Directions ->
Which lines of the records below contain the word "Boulevard"? Report each of them in full.

═════ Record excerpts ═════

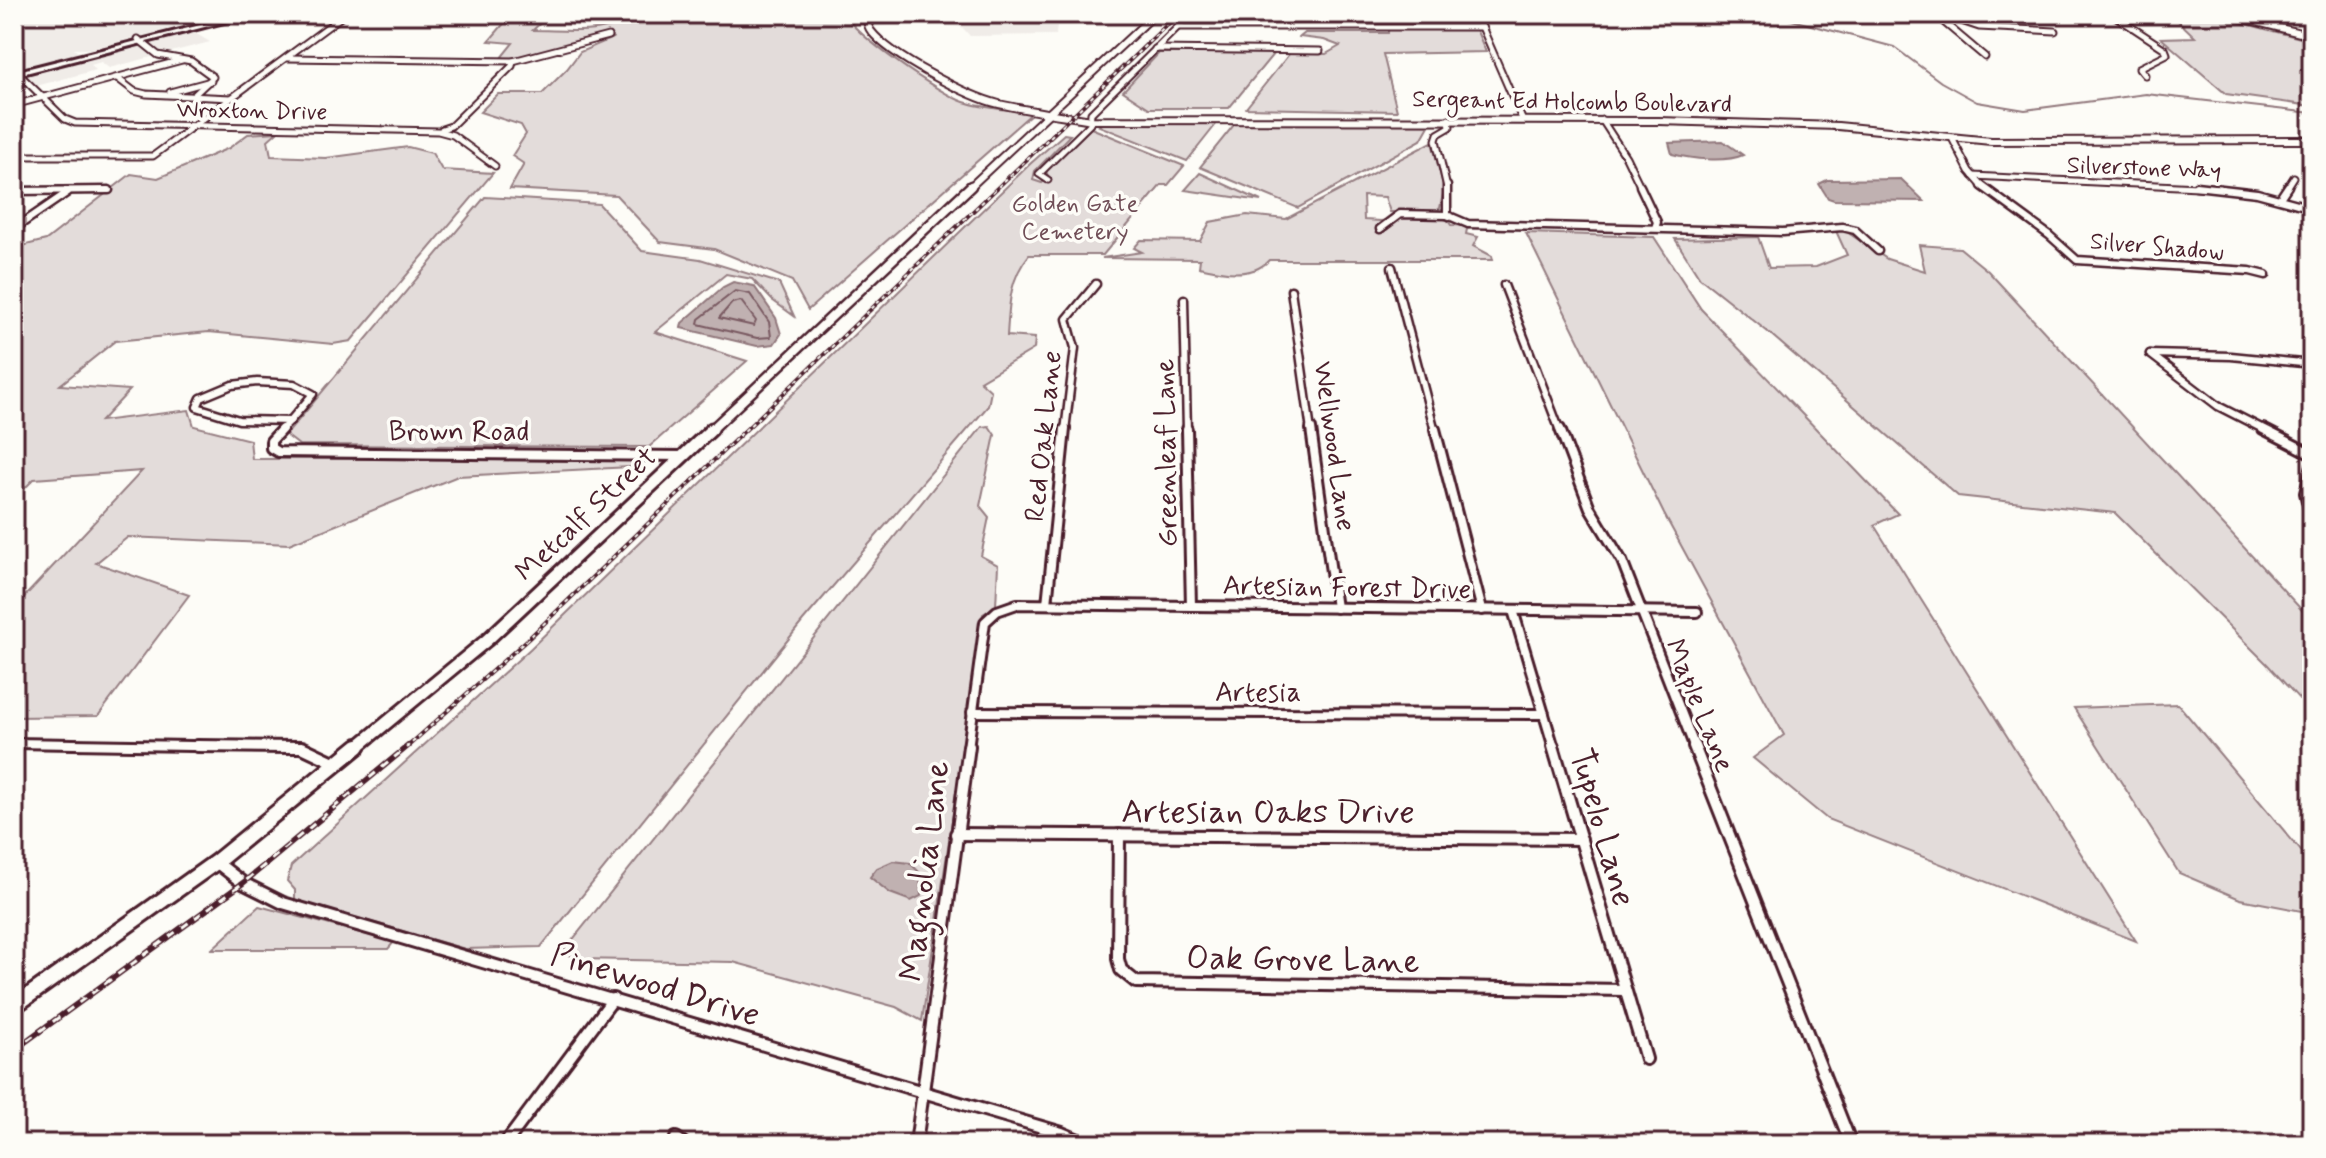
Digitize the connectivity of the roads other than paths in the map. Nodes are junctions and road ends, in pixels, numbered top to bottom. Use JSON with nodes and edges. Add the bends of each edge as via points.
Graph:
{"nodes":[{"id":1,"x":252,"y":14,"type":"edge"},
{"id":2,"x":345,"y":14,"type":"edge"},
{"id":3,"x":866,"y":14,"type":"edge"},
{"id":4,"x":1155,"y":14,"type":"edge"},
{"id":5,"x":1191,"y":14,"type":"edge"},
{"id":6,"x":1472,"y":14,"type":"edge"},
{"id":7,"x":1937,"y":14,"type":"edge"},
{"id":8,"x":2112,"y":14,"type":"edge"},
{"id":9,"x":2226,"y":14,"type":"edge"},
{"id":10,"x":2298,"y":14,"type":"edge"},
{"id":11,"x":242,"y":15,"type":"edge"},
{"id":12,"x":2310,"y":17,"type":"edge"},
{"id":13,"x":1179,"y":27,"type":"junction"},
{"id":14,"x":1482,"y":27,"type":"junction"},
{"id":15,"x":2055,"y":31,"type":"dead end"},
{"id":16,"x":608,"y":36,"type":"dead end"},
{"id":17,"x":2312,"y":36,"type":"edge"},
{"id":18,"x":139,"y":41,"type":"junction"},
{"id":19,"x":1155,"y":49,"type":"junction"},
{"id":20,"x":1320,"y":51,"type":"dead end"},
{"id":21,"x":1985,"y":57,"type":"dead end"},
{"id":22,"x":286,"y":58,"type":"junction"},
{"id":23,"x":182,"y":60,"type":"junction"},
{"id":24,"x":513,"y":61,"type":"junction"},
{"id":25,"x":15,"y":72,"type":"edge"},
{"id":26,"x":2145,"y":75,"type":"dead end"},
{"id":27,"x":117,"y":78,"type":"junction"},
{"id":28,"x":212,"y":81,"type":"junction"},
{"id":29,"x":162,"y":95,"type":"junction"},
{"id":30,"x":194,"y":95,"type":"junction"},
{"id":31,"x":43,"y":97,"type":"junction"},
{"id":32,"x":232,"y":98,"type":"junction"},
{"id":33,"x":14,"y":105,"type":"edge"},
{"id":34,"x":1050,"y":113,"type":"junction"},
{"id":35,"x":1449,"y":119,"type":"junction"},
{"id":36,"x":1522,"y":119,"type":"junction"},
{"id":37,"x":1091,"y":120,"type":"junction"},
{"id":38,"x":1602,"y":120,"type":"junction"},
{"id":39,"x":192,"y":128,"type":"junction"},
{"id":40,"x":438,"y":131,"type":"junction"},
{"id":41,"x":1952,"y":138,"type":"junction"},
{"id":42,"x":2312,"y":140,"type":"edge"},
{"id":43,"x":14,"y":156,"type":"edge"},
{"id":44,"x":495,"y":166,"type":"dead end"},
{"id":45,"x":1973,"y":176,"type":"junction"},
{"id":46,"x":2294,"y":177,"type":"dead end"},
{"id":47,"x":1048,"y":180,"type":"dead end"},
{"id":48,"x":109,"y":190,"type":"dead end"},
{"id":49,"x":14,"y":191,"type":"edge"},
{"id":50,"x":69,"y":191,"type":"junction"},
{"id":51,"x":2280,"y":198,"type":"junction"},
{"id":52,"x":2312,"y":208,"type":"edge"},
{"id":53,"x":1447,"y":215,"type":"junction"},
{"id":54,"x":1655,"y":228,"type":"junction"},
{"id":55,"x":14,"y":229,"type":"edge"},
{"id":56,"x":1380,"y":229,"type":"dead end"},
{"id":57,"x":1878,"y":251,"type":"dead end"},
{"id":58,"x":1392,"y":267,"type":"dead end"},
{"id":59,"x":2266,"y":275,"type":"dead end"},
{"id":60,"x":1096,"y":284,"type":"dead end"},
{"id":61,"x":1504,"y":285,"type":"dead end"},
{"id":62,"x":1291,"y":290,"type":"dead end"},
{"id":63,"x":1184,"y":299,"type":"dead end"},
{"id":64,"x":2312,"y":364,"type":"edge"},
{"id":65,"x":290,"y":421,"type":"junction"},
{"id":66,"x":2312,"y":454,"type":"edge"},
{"id":67,"x":683,"y":456,"type":"junction"},
{"id":68,"x":2312,"y":465,"type":"edge"},
{"id":69,"x":2312,"y":521,"type":"edge"},
{"id":70,"x":1047,"y":604,"type":"junction"},
{"id":71,"x":1191,"y":606,"type":"junction"},
{"id":72,"x":1336,"y":608,"type":"junction"},
{"id":73,"x":1482,"y":610,"type":"junction"},
{"id":74,"x":1513,"y":610,"type":"junction"},
{"id":75,"x":997,"y":611,"type":"joint"},
{"id":76,"x":1641,"y":611,"type":"junction"},
{"id":77,"x":1697,"y":612,"type":"dead end"},
{"id":78,"x":972,"y":712,"type":"junction"},
{"id":79,"x":1544,"y":714,"type":"junction"},
{"id":80,"x":14,"y":743,"type":"edge"},
{"id":81,"x":339,"y":764,"type":"junction"},
{"id":82,"x":956,"y":834,"type":"junction"},
{"id":83,"x":1119,"y":835,"type":"junction"},
{"id":84,"x":1581,"y":839,"type":"junction"},
{"id":85,"x":216,"y":862,"type":"junction"},
{"id":86,"x":1625,"y":990,"type":"junction"},
{"id":87,"x":613,"y":999,"type":"junction"},
{"id":88,"x":14,"y":1006,"type":"edge"},
{"id":89,"x":1646,"y":1059,"type":"dead end"},
{"id":90,"x":922,"y":1092,"type":"junction"},
{"id":91,"x":1062,"y":1139,"type":"edge"},
{"id":92,"x":505,"y":1144,"type":"edge"},
{"id":93,"x":916,"y":1144,"type":"edge"},
{"id":94,"x":1088,"y":1144,"type":"edge"},
{"id":95,"x":1851,"y":1144,"type":"edge"}],
"edges":[{"from":1,"to":11,"type":"main road"},
{"from":2,"to":22,"type":"street"},
{"from":3,"to":34,"type":"street","name":"Sergeant Ed Holcomb Boulevard","via":[[872,34],[920,67],[987,101]]},
{"from":4,"to":34,"type":"street","name":"Metcalf Street"},
{"from":5,"to":13,"type":"street"},
{"from":6,"to":14,"type":"street"},
{"from":7,"to":15,"type":"street","via":[[1979,27]]},
{"from":7,"to":21,"type":"street"},
{"from":8,"to":26,"type":"street","via":[[2165,49],[2167,54],[2139,68]]},
{"from":9,"to":17,"type":"street"},
{"from":10,"to":12,"type":"street"},
{"from":11,"to":18,"type":"main road"},
{"from":13,"to":14,"type":"street"},
{"from":13,"to":19,"type":"street"},
{"from":14,"to":36,"type":"street"},
{"from":16,"to":24,"type":"street"},
{"from":18,"to":23,"type":"street","via":[[158,55]]},
{"from":18,"to":25,"type":"main road"},
{"from":18,"to":25,"type":"main road"},
{"from":19,"to":20,"type":"street"},
{"from":19,"to":37,"type":"street","via":[[1091,113]]},
{"from":22,"to":24,"type":"street"},
{"from":22,"to":32,"type":"street"},
{"from":23,"to":27,"type":"street"},
{"from":23,"to":28,"type":"street","via":[[195,63]]},
{"from":24,"to":40,"type":"street","via":[[451,126]]},
{"from":25,"to":31,"type":"street","name":"Wroxton Drive"},
{"from":27,"to":29,"type":"street","via":[[139,93]]},
{"from":27,"to":31,"type":"street"},
{"from":28,"to":29,"type":"street"},
{"from":28,"to":30,"type":"street"},
{"from":29,"to":30,"type":"street"},
{"from":30,"to":32,"type":"street"},
{"from":31,"to":33,"type":"street"},
{"from":31,"to":39,"type":"street","name":"Wroxton Drive","via":[[75,123]]},
{"from":32,"to":39,"type":"street"},
{"from":34,"to":37,"type":"street","name":"Sergeant Ed Holcomb Boulevard"},
{"from":34,"to":67,"type":"street","name":"Metcalf Street"},
{"from":35,"to":36,"type":"street","name":"Sergeant Ed Holcomb Boulevard"},
{"from":35,"to":37,"type":"street","name":"Sergeant Ed Holcomb Boulevard"},
{"from":35,"to":53,"type":"street","via":[[1450,127],[1436,140],[1447,185]]},
{"from":36,"to":38,"type":"street","name":"Sergeant Ed Holcomb Boulevard"},
{"from":37,"to":47,"type":"street","via":[[1039,174]]},
{"from":38,"to":41,"type":"street","name":"Sergeant Ed Holcomb Boulevard","via":[[1838,126]]},
{"from":38,"to":54,"type":"street","via":[[1626,157],[1657,222]]},
{"from":39,"to":40,"type":"street","name":"Wroxton Drive"},
{"from":39,"to":43,"type":"street","via":[[153,156]]},
{"from":40,"to":44,"type":"street","name":"Wroxton Drive","via":[[453,135]]},
{"from":41,"to":42,"type":"street","name":"Sergeant Ed Holcomb Boulevard"},
{"from":41,"to":45,"type":"street","name":"Silver Shadow"},
{"from":45,"to":51,"type":"street","name":"Silverstone Way","via":[[2193,183]]},
{"from":45,"to":59,"type":"street","name":"Silver Shadow","via":[[1990,195],[2077,260]]},
{"from":46,"to":51,"type":"street"},
{"from":48,"to":50,"type":"street"},
{"from":49,"to":50,"type":"street"},
{"from":50,"to":55,"type":"street"},
{"from":51,"to":52,"type":"street","name":"Silverstone Way"},
{"from":53,"to":54,"type":"street","via":[[1468,224]]},
{"from":53,"to":56,"type":"street","via":[[1400,214]]},
{"from":54,"to":57,"type":"street","via":[[1783,232],[1848,227]]},
{"from":58,"to":73,"type":"street"},
{"from":60,"to":70,"type":"street","name":"Red Oak Lane","via":[[1067,319],[1075,355]]},
{"from":61,"to":76,"type":"street","name":"Maple Lane","via":[[1590,508],[1622,561]]},
{"from":62,"to":72,"type":"street","name":"Wellwood Lane"},
{"from":63,"to":71,"type":"street","name":"Greenleaf Lane"},
{"from":64,"to":66,"type":"street","via":[[2150,354],[2218,406]]},
{"from":65,"to":65,"type":"street","name":"Brown Road","via":[[311,398],[311,391],[275,382],[243,383],[196,403],[228,419]]},
{"from":65,"to":67,"type":"street","name":"Brown Road","via":[[271,441],[278,452]]},
{"from":67,"to":81,"type":"street","name":"Metcalf Street","via":[[487,640]]},
{"from":68,"to":69,"type":"street","via":[[2304,486]]},
{"from":70,"to":71,"type":"street","name":"Artesian Forest Drive"},
{"from":70,"to":75,"type":"street","name":"Artesian Forest Drive","via":[[1017,604]]},
{"from":71,"to":72,"type":"street","name":"Artesian Forest Drive"},
{"from":72,"to":73,"type":"street","name":"Artesian Forest Drive"},
{"from":73,"to":74,"type":"street","name":"Artesian Forest Drive"},
{"from":74,"to":76,"type":"street","name":"Artesian Forest Drive"},
{"from":74,"to":79,"type":"street","name":"Tupelo Lane"},
{"from":75,"to":78,"type":"street","name":"Magnolia Lane","via":[[985,622]]},
{"from":76,"to":77,"type":"street","name":"Artesian Forest Drive"},
{"from":76,"to":95,"type":"street","name":"Maple Lane"},
{"from":78,"to":79,"type":"street","name":"Artesia"},
{"from":78,"to":82,"type":"street","name":"Magnolia Lane"},
{"from":79,"to":84,"type":"street","name":"Tupelo Lane"},
{"from":80,"to":81,"type":"street","via":[[302,747]]},
{"from":81,"to":85,"type":"street","name":"Metcalf Street"},
{"from":82,"to":83,"type":"street","name":"Artesian Oaks Drive"},
{"from":82,"to":90,"type":"street","name":"Magnolia Lane"},
{"from":83,"to":84,"type":"street","name":"Artesian Oaks Drive"},
{"from":83,"to":86,"type":"street","name":"Oak Grove Lane","via":[[1118,964],[1136,982]]},
{"from":84,"to":86,"type":"street","name":"Tupelo Lane"},
{"from":85,"to":87,"type":"street","name":"Pinewood Drive","via":[[283,903]]},
{"from":85,"to":88,"type":"street","name":"Metcalf Street"},
{"from":86,"to":89,"type":"street","name":"Tupelo Lane"},
{"from":87,"to":90,"type":"street","name":"Pinewood Drive"},
{"from":87,"to":92,"type":"street"},
{"from":90,"to":91,"type":"street","name":"Pinewood Drive"},
{"from":90,"to":93,"type":"street","name":"Magnolia Lane"},
{"from":91,"to":94,"type":"street","name":"Pinewood Drive"}]}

═════

Solution to this exercise ->
{"from":3,"to":34,"type":"street","name":"Sergeant Ed Holcomb Boulevard","via":[[872,34],[920,67],[987,101]]},
{"from":34,"to":37,"type":"street","name":"Sergeant Ed Holcomb Boulevard"},
{"from":35,"to":36,"type":"street","name":"Sergeant Ed Holcomb Boulevard"},
{"from":35,"to":37,"type":"street","name":"Sergeant Ed Holcomb Boulevard"},
{"from":36,"to":38,"type":"street","name":"Sergeant Ed Holcomb Boulevard"},
{"from":38,"to":41,"type":"street","name":"Sergeant Ed Holcomb Boulevard","via":[[1838,126]]},
{"from":41,"to":42,"type":"street","name":"Sergeant Ed Holcomb Boulevard"},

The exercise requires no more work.